_Task to carry out_: The answer should hold only the lines from the beginning of the material through the one with "thumb tip: (1035, 957)", reproduced exactly and without pictures.

###

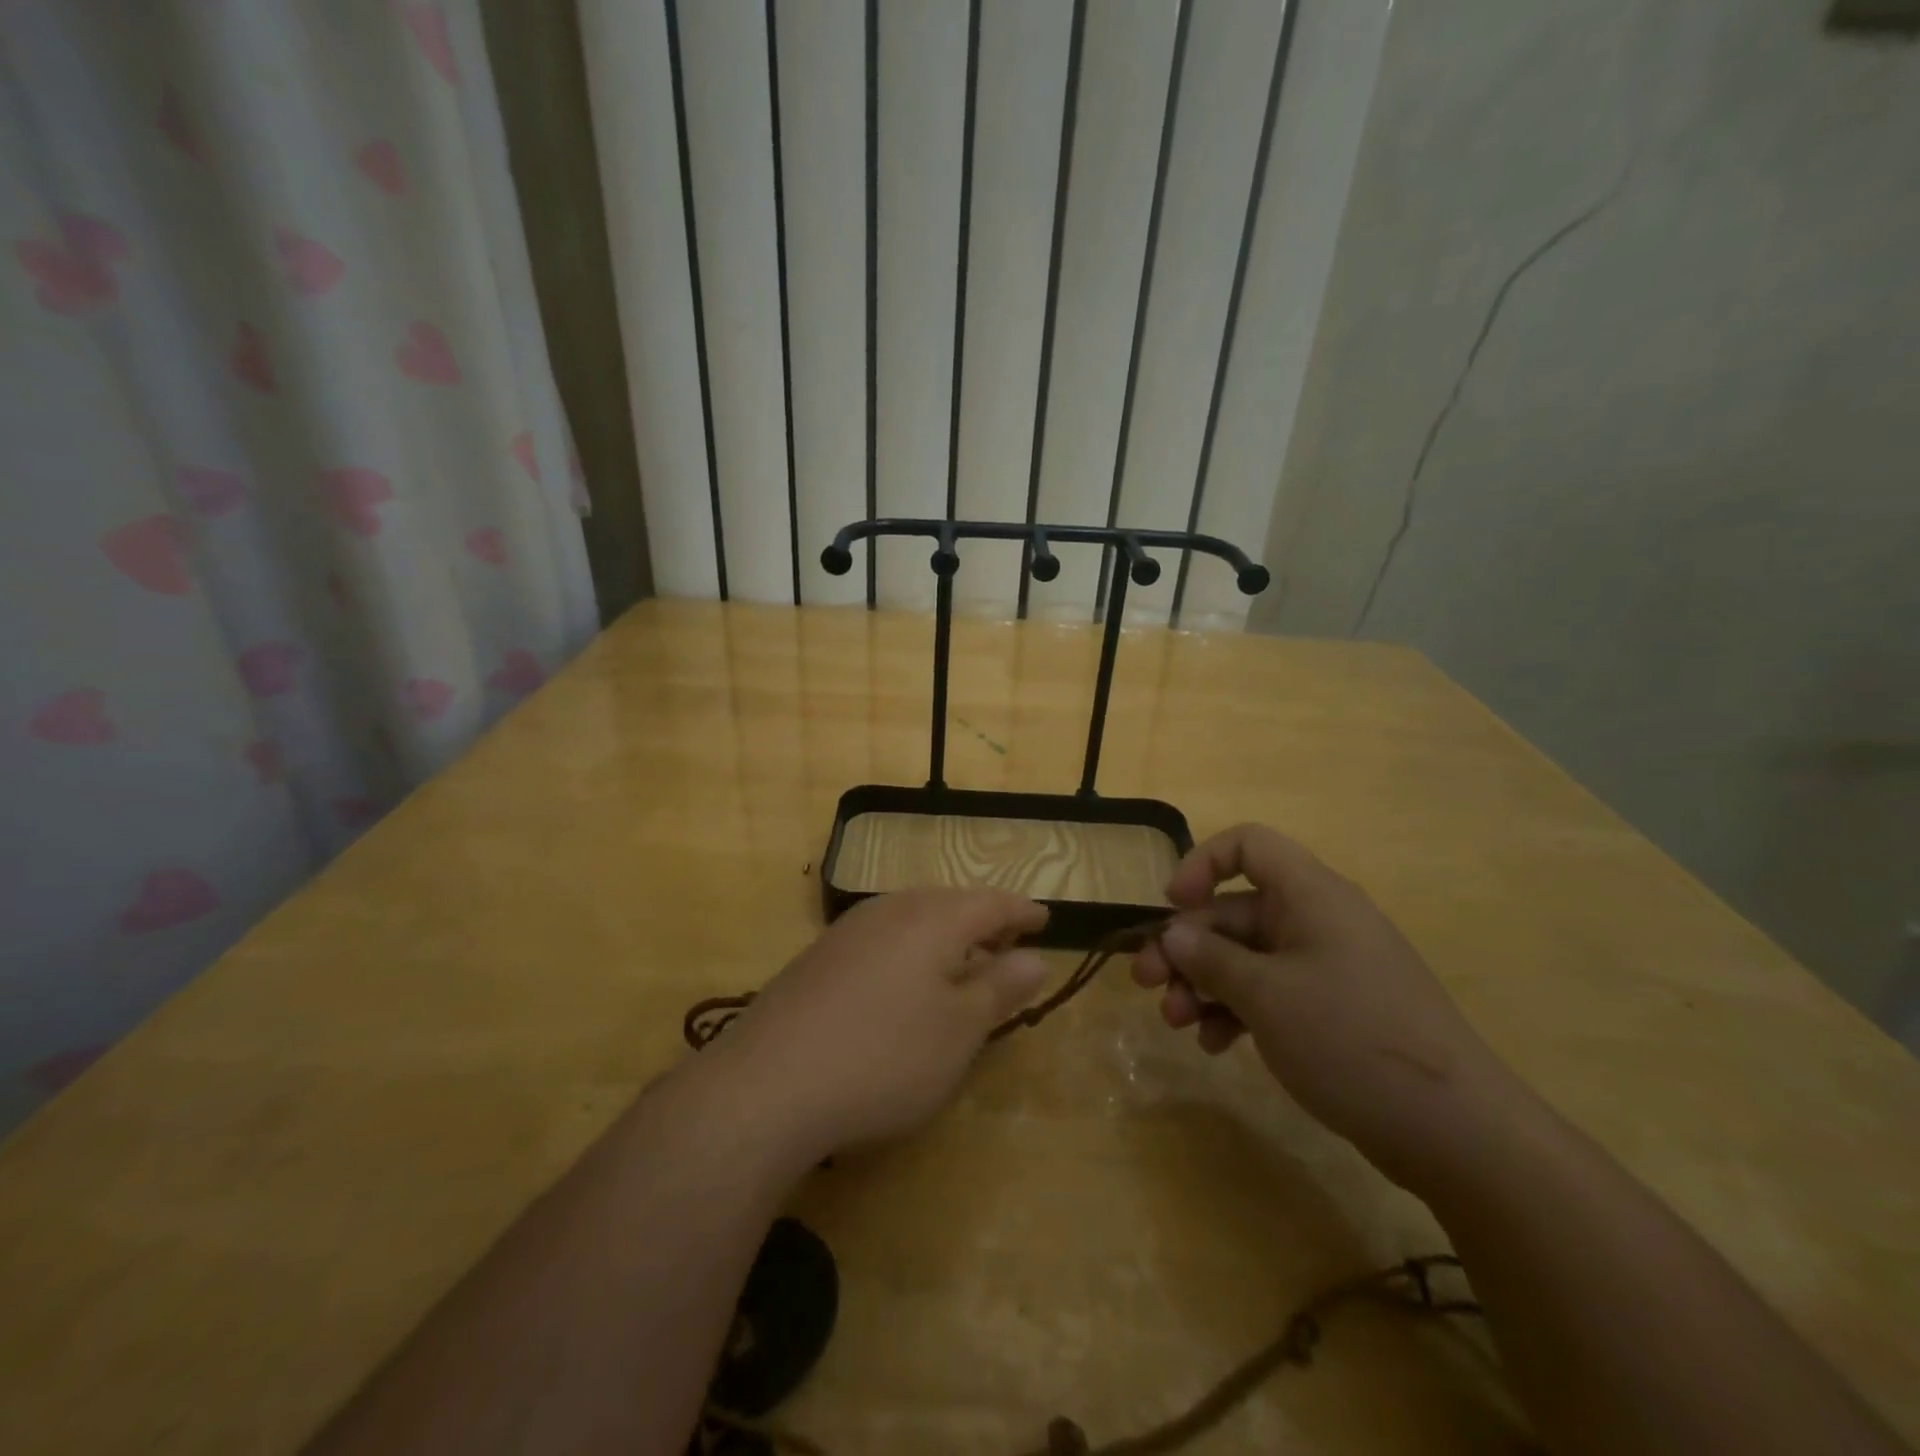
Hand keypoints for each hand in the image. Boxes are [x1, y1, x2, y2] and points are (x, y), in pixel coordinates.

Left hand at [712, 889, 1049, 1159]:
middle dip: (983, 921)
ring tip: (962, 962)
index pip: (991, 903)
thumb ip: (1000, 988)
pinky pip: (882, 939)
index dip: (1022, 912)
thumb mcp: (959, 1030)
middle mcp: (890, 910)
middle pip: (949, 903)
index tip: (1046, 919)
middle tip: (1008, 943)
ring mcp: (848, 931)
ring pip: (912, 918)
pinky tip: (904, 984)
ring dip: (945, 935)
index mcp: (933, 918)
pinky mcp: (818, 958)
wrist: (767, 1084)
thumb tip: (1035, 957)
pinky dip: (910, 951)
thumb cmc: (884, 1056)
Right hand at [1132, 824, 1523, 1184]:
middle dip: (1187, 946)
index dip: (1202, 864)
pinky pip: (1270, 993)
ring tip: (1177, 1022)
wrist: (1456, 1131)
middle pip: (1235, 911)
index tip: (1170, 907)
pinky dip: (1237, 1011)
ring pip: (1247, 957)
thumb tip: (1173, 932)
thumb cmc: (1351, 1039)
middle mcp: (1318, 921)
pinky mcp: (1333, 1011)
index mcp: (1310, 896)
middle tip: (1146, 983)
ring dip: (1204, 984)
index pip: (1248, 845)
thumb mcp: (1266, 995)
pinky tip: (1216, 1045)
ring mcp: (1327, 968)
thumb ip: (1210, 958)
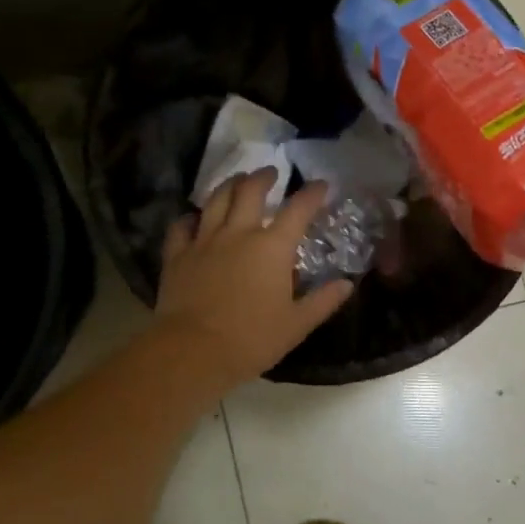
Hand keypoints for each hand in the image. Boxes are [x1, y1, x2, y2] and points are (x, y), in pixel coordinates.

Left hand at [154, 170, 355, 390]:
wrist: (193, 350)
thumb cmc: (252, 339)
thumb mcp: (296, 325)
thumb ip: (323, 301)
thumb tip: (346, 284)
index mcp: (273, 247)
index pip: (298, 209)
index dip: (312, 193)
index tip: (321, 184)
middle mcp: (239, 233)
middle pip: (251, 191)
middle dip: (263, 177)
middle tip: (270, 172)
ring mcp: (204, 241)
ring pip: (216, 200)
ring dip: (229, 185)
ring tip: (237, 181)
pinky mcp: (177, 254)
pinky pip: (182, 226)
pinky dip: (190, 218)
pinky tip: (194, 218)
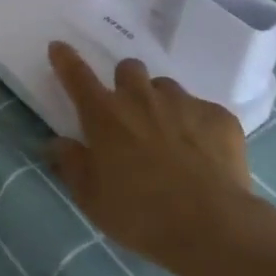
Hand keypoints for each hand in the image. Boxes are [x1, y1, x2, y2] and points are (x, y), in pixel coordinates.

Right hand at [47, 42, 272, 275]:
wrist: (212, 227)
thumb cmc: (140, 214)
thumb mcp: (91, 197)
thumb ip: (70, 164)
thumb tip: (56, 143)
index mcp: (104, 114)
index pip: (77, 75)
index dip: (66, 59)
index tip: (59, 47)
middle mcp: (141, 97)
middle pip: (128, 68)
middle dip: (126, 83)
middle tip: (130, 112)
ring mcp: (183, 103)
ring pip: (166, 88)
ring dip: (161, 103)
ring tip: (170, 136)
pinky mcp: (219, 117)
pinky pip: (204, 111)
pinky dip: (199, 126)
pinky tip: (205, 154)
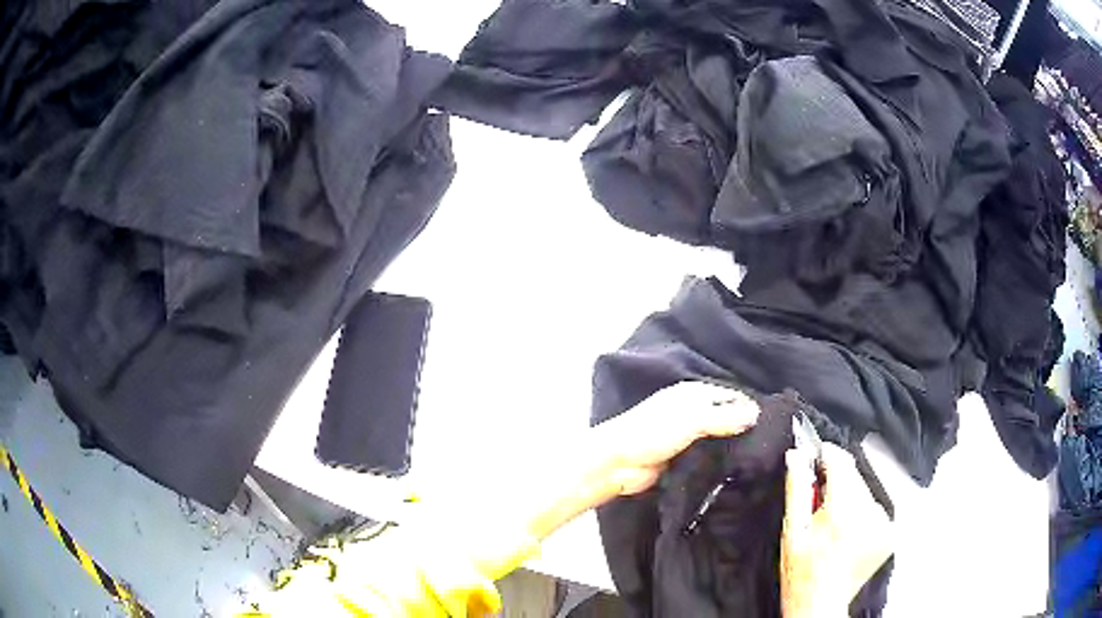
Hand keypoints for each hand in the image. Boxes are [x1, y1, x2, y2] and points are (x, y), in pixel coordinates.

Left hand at [594, 382, 759, 495]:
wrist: (617, 464)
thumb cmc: (652, 432)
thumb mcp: (691, 419)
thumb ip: (723, 417)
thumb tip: (756, 414)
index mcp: (694, 394)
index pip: (731, 396)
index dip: (751, 407)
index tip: (774, 425)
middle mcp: (693, 412)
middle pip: (727, 418)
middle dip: (744, 429)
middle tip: (771, 447)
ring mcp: (688, 437)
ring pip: (718, 441)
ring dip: (733, 449)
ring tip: (760, 462)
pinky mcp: (684, 460)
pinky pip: (708, 459)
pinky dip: (720, 464)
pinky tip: (737, 473)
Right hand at [781, 443, 892, 617]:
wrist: (819, 604)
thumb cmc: (801, 572)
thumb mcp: (792, 530)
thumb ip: (796, 489)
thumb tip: (796, 454)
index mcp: (843, 512)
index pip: (842, 462)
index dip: (827, 454)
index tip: (815, 454)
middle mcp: (869, 514)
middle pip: (854, 476)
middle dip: (836, 480)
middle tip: (818, 500)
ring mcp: (883, 524)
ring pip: (865, 491)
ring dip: (849, 496)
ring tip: (832, 521)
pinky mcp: (889, 532)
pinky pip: (873, 507)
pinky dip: (861, 511)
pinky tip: (847, 530)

###

_Exercise output_:
Hand keypoints for each hand in the image. Boxes are [x1, y1, x2, y2] and points are (x, y), in pixel coordinates.

Left hand at [712, 889, 1049, 1159]:
middle dip: (983, 921)
ring tip: (962, 962)
index pip: (991, 903)
thumb ip: (1000, 988)
pinky pip: (882, 939)
index dip: (1022, 912)
thumb mcp: (959, 1030)
middle mcp: (890, 910)
middle pip: (949, 903)
index tip: (1046, 919)
middle tip: (1008, 943)
ring mcp: (848, 931)
ring pip: (912, 918)
pinky tip: (904, 984)
ring dip: (945, 935)
index mcp: (933, 918)
pinky mcp: (818, 958)
wrist: (767, 1084)
thumb tip: (1035, 957)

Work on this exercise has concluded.